The Importance of Forgiveness

I am Pam Masters and I am a collaborative family lawyer, which is to say that I am a settlement specialist and I guide couples and families on the difficult journey of divorce without court involvement. I do this is ways that protects children, preserves financial assets and creates healthy co-parenting relationships.

The Importance of Forgiveness

Being able to forgive and to let go of past hurts is a critical tool in healing from divorce.  Being able to forgive is a way to keep yourself healthy both emotionally and physically.

If you hold onto old hurts, disappointments, petty annoyances, betrayals, insensitivity, and anger, you are wasting both your time and your energy. Nursing your hurt (whether real or perceived) for too long can eventually make it turn into something more—hate and extreme bitterness. 

Lack of forgiveness

can also wear you down. Being unforgiving takes both a physical and mental toll. Resentment gains momentum and chips away at the foundation of your well-being and your relationship. You may have seen my facebook post about the father who paid his last child support payment in pennies—something like 80,000 of them.  This made me so sad-both for his daughter and him.  He clearly had nursed an old hurt until it had hardened into hate and extreme bitterness and towards his own daughter.  I think I feel most sad for him because one day he will realize what he has done and his despair will be bottomless.  Holding on to hurts also bad for your physical health. Health experts at Johns Hopkins report that the act of forgiveness can reduce the risk of heart attack, lower cholesterol levels, improve sleep, reduce pain, lower your blood pressure, and decrease levels of anxiety, depression, and stress. Studies have also suggested that forgiveness provides substantial benefits.1

How to Forgive Your Partner

There are different techniques you can use to find a place of forgiveness when you have experienced betrayal. Consider each method and find the combination that works best for you.

The hurt you have suffered may make a difference. Certainly, it is more difficult to forgive a spouse for years of infidelity than it is for a more or several more minor mistakes.
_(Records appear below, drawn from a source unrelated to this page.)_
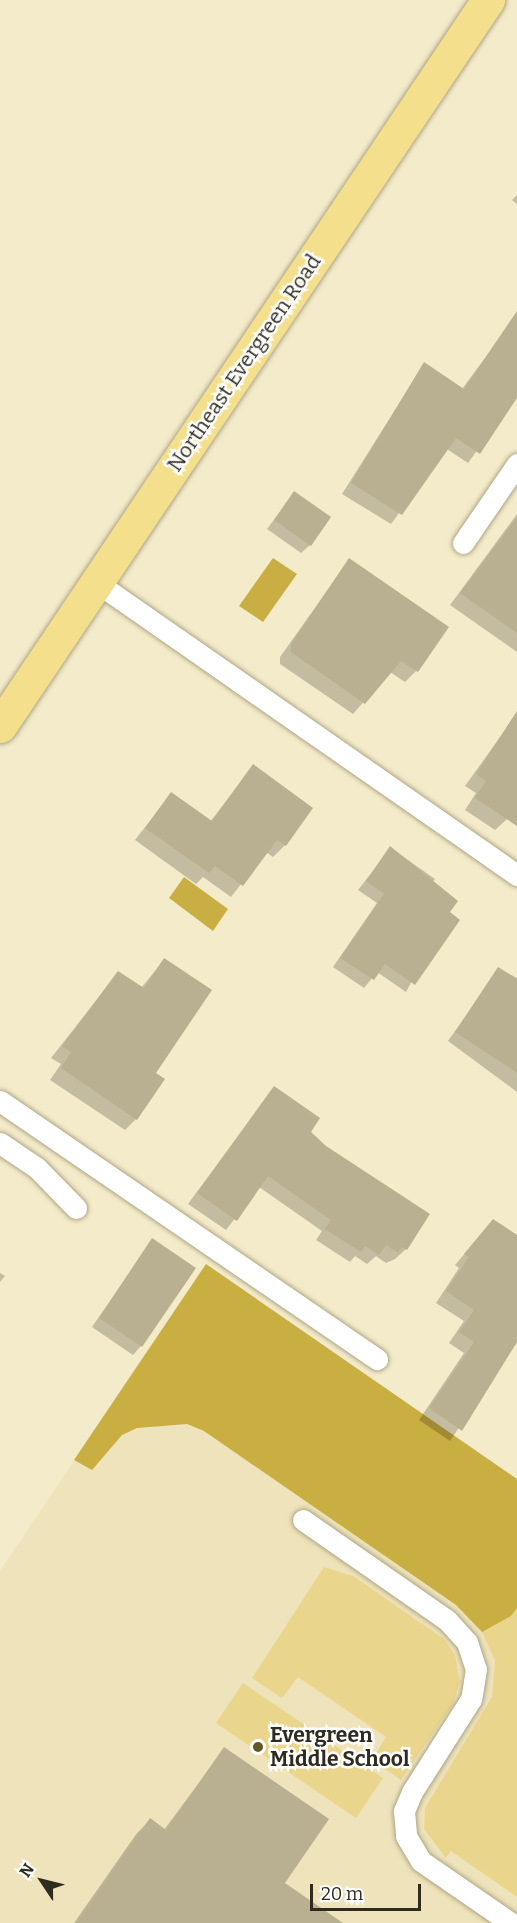 <!DOCTYPE html>
<html>
<head>
<meta charset="utf-8">
<style>
  body { margin:0 }
  #map { position:relative; width:517px; height:1923px; overflow:hidden; background:#f4ebca; font-family:Bitter,serif }
  div>[style] { position:absolute }
  [style*='--x'] { left:calc(var(--x)*1px); top:calc(var(--y)*1px); width:calc(var(--w)*1px); rotate:calc(var(--a)*1deg) }
  .built>* { inset:0; background:#eee3ba }
  .green>* { inset:0; background:#e9d68c }
  .forest>* { inset:0; background:#c9ae42 }
  .water>* { inset:0; background:#c9af43 }
  .shadow>* { inset:0; background:#0003 }
  .building>* { inset:0; background:#b8b090 }
  .roads { filter:drop-shadow(0 0 2px #aea686) drop-shadow(0 0 2px #aea686) }
  .service>* { height:21px; margin:-10.5px; padding:0 10.5px; transform-origin:10.5px; border-radius:10.5px; background:#fff }
  .primary>* { height:33px; margin:-16.5px; padding:0 16.5px; transform-origin:16.5px; border-radius:16.5px; background:#f4e08c }
  .dots>* { width:16px; height:16px; translate:-50% -50%; box-sizing:border-box; border:3px solid #fff; border-radius:50% }
  span { translate:-50% -50%; white-space:nowrap; text-align:center; line-height:1.15; -webkit-text-stroke:5px #fff; paint-order:stroke }
  .street-label { font-size:21px; color:#2f2c1f }
  .poi-label { font-size:21px; color:#2f2c1f; font-weight:700 }
  .left { translate:0 -50%; text-align:left }
  .north { position:absolute; left:12px; top:1851px; width:60px; height:60px; -webkit-text-stroke:4px #fff; paint-order:stroke; rotate:305deg; font-size:16px; font-weight:700; line-height:24px; text-align:center; color:#2f2c1f }
  .north::after { content:''; display:block; margin:auto; width:21px; height:27px; background:#2f2c1f; clip-path:polygon(50% 0,100% 100%,50% 72%,0 100%) }
  .scale { position:absolute; left:310px; top:1884px; width:111px; height:27px; box-sizing:border-box; border:3px solid #2f2c1f; border-top:0; padding-left:8px; font-size:18px; line-height:21px; white-space:nowrap; color:#2f2c1f; -webkit-text-stroke:4px #fff; paint-order:stroke }
</style>
</head>
<body>
<div id="map">
  <div class="built">
    <i style="clip-path:polygon(206px 1264px,517px 1479px,517px 1923px,0 1923px,0 1571px)"></i>
  </div>
  <div class="green">
    <i style="clip-path:polygon(324px 1567px,353px 1576px,444px 1639px,455px 1655px,460px 1682px,453px 1704px,401px 1780px,372px 1760px,386px 1737px,298px 1677px,282px 1698px,252px 1678px)"></i>
    <i style="clip-path:polygon(517px 1608px,517px 1897px,451px 1851px,446px 1858px,424px 1829px,425px 1808px,492px 1697px,495px 1661px,482px 1632px)"></i>
    <i style="clip-path:polygon(243px 1683px,383px 1778px,356px 1818px,216px 1723px)"></i>
  </div>
  <div class="forest">
    <i style="clip-path:polygon(206px 1264px,517px 1479px,517px 1608px,511px 1616px,482px 1632px,456px 1605px,204px 1431px,187px 1424px,137px 1428px,122px 1435px,92px 1470px,74px 1460px)"></i>
  </div>
  <div class="water">
    <i style="clip-path:polygon(273px 558px,297px 574px,263px 622px,239px 606px)"></i>
    <i style="clip-path:polygon(184px 877px,228px 909px,213px 931px,169px 898px)"></i>
  </div>
  <div class="shadow">
    <i style="clip-path:polygon(517px 195px,517px 204px,512px 200px)"></i>
    <i style="clip-path:polygon(502px 335px,517px 345px,517px 395px,468px 463px,447px 449px,391px 524px,342px 494px,424px 364px,462px 389px)"></i>
    <i style="clip-path:polygon(294px 493px,310px 545px,301px 553px,267px 529px)"></i>
    <i style="clip-path:polygon(517px 514px,517px 652px,450px 605px)"></i>
    <i style="clip-path:polygon(349px 560px,416px 671px,405px 682px,390px 672px,353px 714px,280px 664px,280px 657px)"></i>
    <i style="clip-path:polygon(513px 719px,517px 818px,507px 819px,495px 830px,465px 810px,476px 793px,465px 786px)"></i>
    <i style="clip-path:polygon(253px 766px,311px 808px,285px 845px,273px 857px,266px 852px,231px 897px,203px 877px,196px 884px,135px 840px,171px 794px,210px 822px)"></i>
    <i style="clip-path:polygon(391px 848px,435px 879px,431px 884px,448px 913px,406px 992px,377px 972px,364px 988px,333px 967px,377px 903px,358px 890px)"></i>
    <i style="clip-path:polygon(164px 960px,154px 1073px,136px 1119px,125px 1130px,50px 1080px,61px 1064px,51px 1058px,118px 973px,141px 988px)"></i>
    <i style="clip-path:polygon(499px 969px,517px 978px,517px 1092px,448px 1041px)"></i>
    <i style="clip-path:polygon(274px 1087px,406px 1249px,395px 1259px,386px 1263px,376px 1256px,367px 1264px,355px 1256px,350px 1262px,316px 1240px,322px 1231px,259px 1187px,226px 1230px,188px 1204px)"></i>
    <i style="clip-path:polygon(493px 1221px,517px 1237px,517px 1342px,450px 1441px,419px 1420px,464px 1353px,449px 1343px,464px 1321px,436px 1303px,459px 1268px,455px 1265px)"></i>
    <i style="clip-path:polygon(152px 1240px,141px 1346px,133px 1355px,92px 1327px)"></i>
    <i style="clip-path:polygon(0 1273px,5px 1276px,0 1282px)"></i>
    <i style="clip-path:polygon(224px 1749px,283px 1883px,341px 1923px,74px 1923px,137px 1833px,150px 1820px,164px 1830px)"></i>
  </div>
  <div class="building">
    <i style="clip-path:polygon(517px 311px,517px 398px,480px 454px,456px 438px,402px 515px,351px 483px,424px 362px,464px 389px)"></i>
    <i style="clip-path:polygon(294px 491px,331px 517px,311px 546px,274px 520px)"></i>
    <i style="clip-path:polygon(517px 517px,517px 633px,460px 593px)"></i>
    <i style="clip-path:polygon(349px 558px,449px 627px,418px 672px,401px 661px,365px 704px,291px 652px,291px 644px)"></i>
    <i style="clip-path:polygon(517px 711px,517px 826px,475px 798px,486px 781px,476px 774px)"></i>
    <i style="clip-path:polygon(253px 764px,313px 808px,286px 846px,277px 840px,243px 886px,215px 866px,209px 873px,145px 828px,171px 792px,212px 821px)"></i>
    <i style="clip-path:polygon(390px 846px,458px 901px,450px 912px,460px 920px,415px 985px,385px 964px,374px 980px,340px 958px,384px 894px,366px 881px)"></i>
    <i style="clip-path:polygon(164px 958px,212px 990px,156px 1073px,165px 1079px,137px 1120px,61px 1068px,71px 1052px,62px 1046px,118px 971px,144px 988px)"></i>
    <i style="clip-path:polygon(498px 967px,517px 979px,517px 1073px,455px 1032px)"></i>
    <i style="clip-path:polygon(274px 1086px,320px 1118px,311px 1132px,326px 1146px,430px 1214px,407px 1250px,402px 1247px,398px 1253px,386px 1245px,379px 1255px,365px 1246px,361px 1252px,325px 1229px,331px 1220px,268px 1176px,237px 1221px,197px 1193px)"></i>
    <i style="clip-path:polygon(493px 1219px,517px 1235px,517px 1342px,462px 1431px,429px 1408px,474px 1342px,459px 1332px,474px 1310px,446px 1291px,469px 1257px,464px 1254px)"></i>
    <i style="clip-path:polygon(152px 1238px,196px 1268px,142px 1347px,99px 1318px)"></i>
    <i style="clip-path:polygon(224px 1747px,329px 1819px,285px 1883px,343px 1923px,77px 1923px,150px 1818px,166px 1830px)"></i>
  </div>
  <div class="roads">
    <div class="service">
      <i style="--x:463;--y:543;--w:96;--a:-55.6"></i>
      <i style="--x:96;--y:582;--w:513;--a:34.84"></i>
      <i style="--x:0;--y:1101;--w:457;--a:34.4"></i>
      <i style="--x:0;--y:1143;--w:45;--a:34"></i>
      <i style="--x:37;--y:1168;--w:56;--a:45.7"></i>
      <i style="--x:303;--y:1520;--w:175;--a:34.8"></i>
      <i style="--x:447;--y:1620;--w:30;--a:48"></i>
      <i style="--x:467;--y:1642;--w:28;--a:72"></i>
      <i style="--x:476;--y:1669;--w:30;--a:99"></i>
      <i style="--x:471;--y:1699;--w:110;--a:122.4"></i>
      <i style="--x:412;--y:1792;--w:21;--a:113"></i>
      <i style="--x:404;--y:1811;--w:25;--a:85"></i>
      <i style="--x:406;--y:1836;--w:29;--a:59"></i>
      <i style="--x:421;--y:1861;--w:109;--a:34.6"></i>
    </div>
    <div class="primary">
      <i style="--x:0;--y:726;--w:875;--a:-56.09"></i>
    </div>
  </div>
  <div class="dots">
    <i style="left:258px;top:1747px;background:#645723"></i>
  </div>
  <div class="street-label">
    <span style="left:244px;top:363px;rotate:-56deg">Northeast Evergreen Road</span>
  </div>
  <div class="poi-label">
    <span class="left" style="left:270px;top:1747px">Evergreen<br>Middle School</span>
  </div>
  <div class="north">N</div>
  <div class="scale">20 m</div>
</div>
</body>
</html>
Try to be patient with yourself as you experiment with different strategies.

  • Be open and receptive to forgiveness.
  • When you are ready, make a conscious decision to forgive your spouse.
  • Think of a calming place or do something to distract yourself from dwelling on those thoughts, when images of the betrayal or hurt flash in your mind,
  • Refrain from throwing an error or mistake back in your spouse’s face at a later date; don’t use it as ammunition in an argument.
  • Accept that you may never know the reason for the transgression, behavior, or mistake.  Although it feels so personal, you must trust that it is NOT about you. You did not cause and  you could not have prevented it.  Your spouse’s behavior and choices are a reflection of them and only them.
  • Refrain from seeking revenge or retribution; trying to get even will only extend the pain and chances are good that this won’t really make you feel better anyway.
  • Remember that forgiveness does not mean that you condone the hurtful behavior.
  • Be patient with yourself. Being able to forgive your spouse takes time. Don’t try to hurry the process.
  • Seek professional counseling to help you let go and forgive if you are still unable to forgive, or you find yourself dwelling on the betrayal or hurt.

Collaborative divorce process helps with the healing.   Through the collaborative divorce process, you can find peace, closure, and yes, a path to forgiveness.  You can be better at divorce than you were at marriage and you can leave your marriage feeling proud of the choices you made to be kind and seek peaceful resolution.